### WHAT IS NEEDED
When a line in the entries below contains the word "dead", copy that line.

== PROVIDED MATERIAL ==

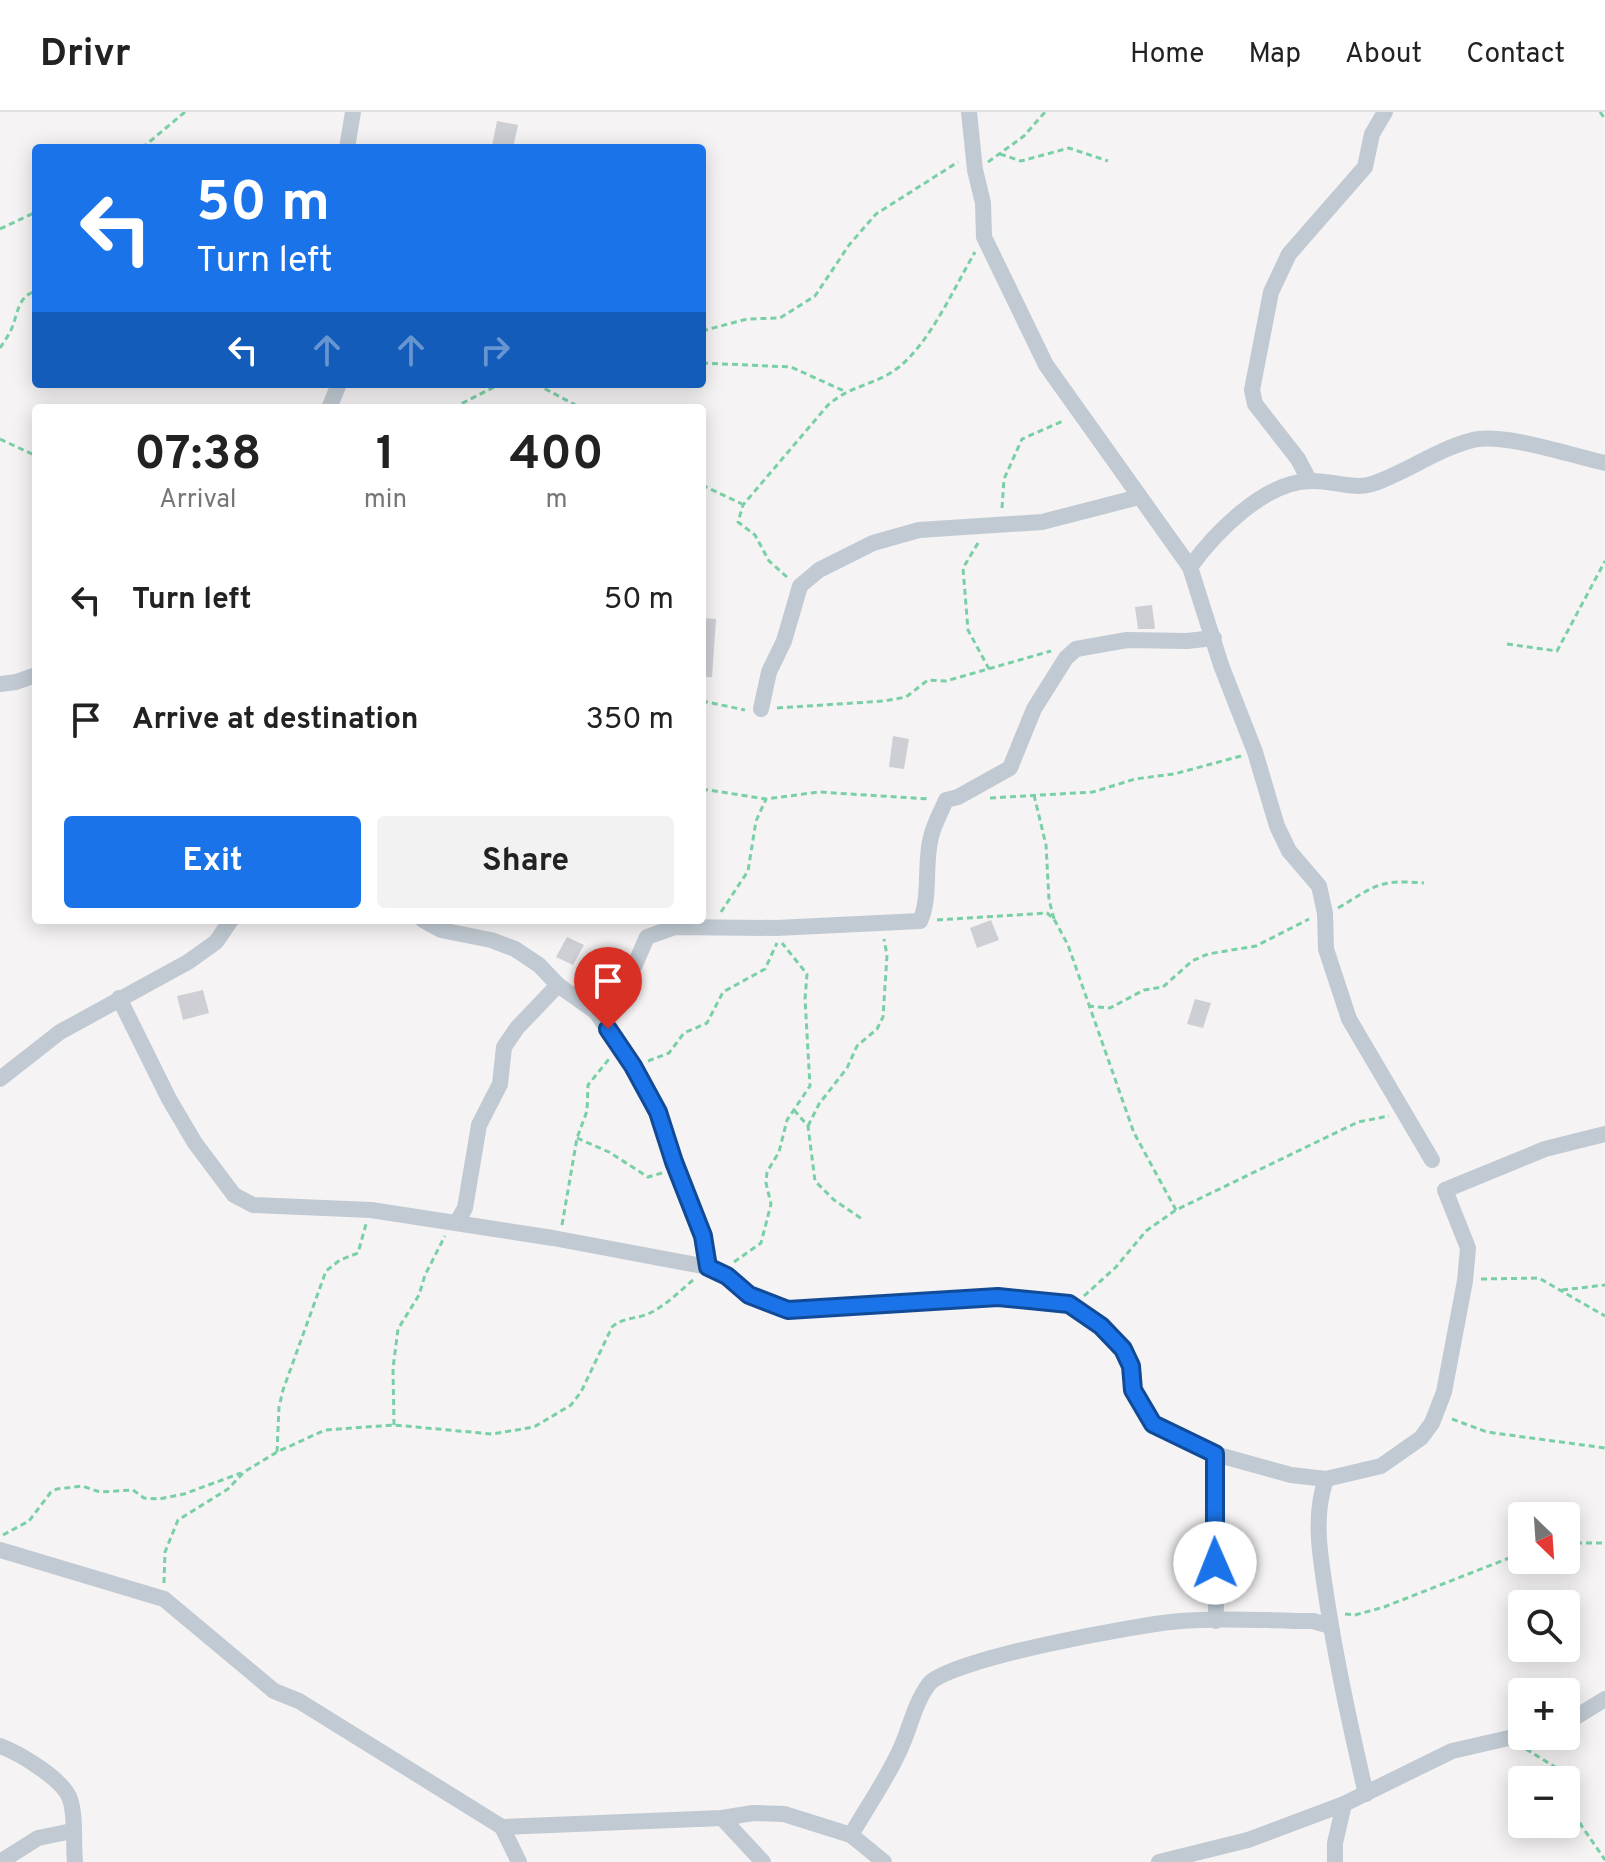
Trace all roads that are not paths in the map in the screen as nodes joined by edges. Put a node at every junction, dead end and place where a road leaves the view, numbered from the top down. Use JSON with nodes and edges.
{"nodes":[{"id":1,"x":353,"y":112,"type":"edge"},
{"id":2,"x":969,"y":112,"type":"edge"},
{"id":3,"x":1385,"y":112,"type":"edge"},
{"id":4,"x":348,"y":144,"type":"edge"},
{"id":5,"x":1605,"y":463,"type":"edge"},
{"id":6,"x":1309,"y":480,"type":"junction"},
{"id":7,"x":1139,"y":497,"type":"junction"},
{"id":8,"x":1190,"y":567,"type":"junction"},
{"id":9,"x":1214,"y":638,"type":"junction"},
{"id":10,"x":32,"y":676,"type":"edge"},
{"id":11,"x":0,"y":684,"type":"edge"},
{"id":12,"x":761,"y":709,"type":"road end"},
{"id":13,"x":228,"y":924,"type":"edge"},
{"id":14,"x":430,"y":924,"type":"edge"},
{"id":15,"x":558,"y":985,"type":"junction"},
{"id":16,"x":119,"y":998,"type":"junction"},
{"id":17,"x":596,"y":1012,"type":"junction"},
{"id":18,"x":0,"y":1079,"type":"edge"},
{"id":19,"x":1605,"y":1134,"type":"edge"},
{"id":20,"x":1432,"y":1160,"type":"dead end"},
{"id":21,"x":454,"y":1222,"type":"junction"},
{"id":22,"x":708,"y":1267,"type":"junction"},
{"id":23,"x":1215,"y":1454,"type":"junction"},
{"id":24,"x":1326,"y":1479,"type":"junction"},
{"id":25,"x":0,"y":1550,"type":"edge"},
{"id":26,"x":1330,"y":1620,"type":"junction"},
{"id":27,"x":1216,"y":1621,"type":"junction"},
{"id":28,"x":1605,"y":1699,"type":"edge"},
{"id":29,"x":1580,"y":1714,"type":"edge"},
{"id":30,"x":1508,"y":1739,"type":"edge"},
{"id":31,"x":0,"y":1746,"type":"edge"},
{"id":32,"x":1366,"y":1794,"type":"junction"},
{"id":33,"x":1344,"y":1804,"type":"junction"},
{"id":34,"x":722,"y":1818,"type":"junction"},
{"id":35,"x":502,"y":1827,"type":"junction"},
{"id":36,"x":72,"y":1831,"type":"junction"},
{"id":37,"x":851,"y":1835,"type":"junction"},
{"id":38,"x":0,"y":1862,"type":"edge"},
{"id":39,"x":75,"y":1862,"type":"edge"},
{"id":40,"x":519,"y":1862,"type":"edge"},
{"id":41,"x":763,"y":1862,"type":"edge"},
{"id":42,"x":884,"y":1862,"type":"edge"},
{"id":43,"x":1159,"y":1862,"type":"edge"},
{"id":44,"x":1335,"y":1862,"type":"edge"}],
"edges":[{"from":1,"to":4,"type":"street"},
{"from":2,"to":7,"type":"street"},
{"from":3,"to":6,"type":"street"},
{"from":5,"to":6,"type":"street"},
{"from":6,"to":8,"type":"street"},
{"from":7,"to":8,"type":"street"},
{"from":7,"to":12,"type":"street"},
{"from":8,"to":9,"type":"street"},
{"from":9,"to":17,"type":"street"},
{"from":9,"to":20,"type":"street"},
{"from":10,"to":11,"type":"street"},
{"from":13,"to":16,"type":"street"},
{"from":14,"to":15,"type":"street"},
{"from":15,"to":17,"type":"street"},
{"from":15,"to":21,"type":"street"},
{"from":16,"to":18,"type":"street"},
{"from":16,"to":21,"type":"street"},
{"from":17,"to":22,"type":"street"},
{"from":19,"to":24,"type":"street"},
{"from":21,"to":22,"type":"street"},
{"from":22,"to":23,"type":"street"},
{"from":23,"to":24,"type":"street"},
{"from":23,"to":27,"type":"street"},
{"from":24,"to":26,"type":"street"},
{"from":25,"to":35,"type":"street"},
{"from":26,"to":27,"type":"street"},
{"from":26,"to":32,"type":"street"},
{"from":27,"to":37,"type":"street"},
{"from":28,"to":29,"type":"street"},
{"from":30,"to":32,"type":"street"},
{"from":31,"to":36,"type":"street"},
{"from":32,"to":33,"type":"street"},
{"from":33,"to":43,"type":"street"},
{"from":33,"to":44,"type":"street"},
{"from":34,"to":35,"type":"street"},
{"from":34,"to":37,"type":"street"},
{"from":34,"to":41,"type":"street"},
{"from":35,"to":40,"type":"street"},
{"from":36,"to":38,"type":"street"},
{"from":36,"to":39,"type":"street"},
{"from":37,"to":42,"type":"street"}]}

===

### WRITTEN SOLUTION
Trace all roads that are not paths in the map in the screen as nodes joined by edges. Put a node at every junction, dead end and place where a road leaves the view, numbered from the top down. Use JSON with nodes and edges.
{"id":20,"x":1432,"y":1160,"type":"dead end"},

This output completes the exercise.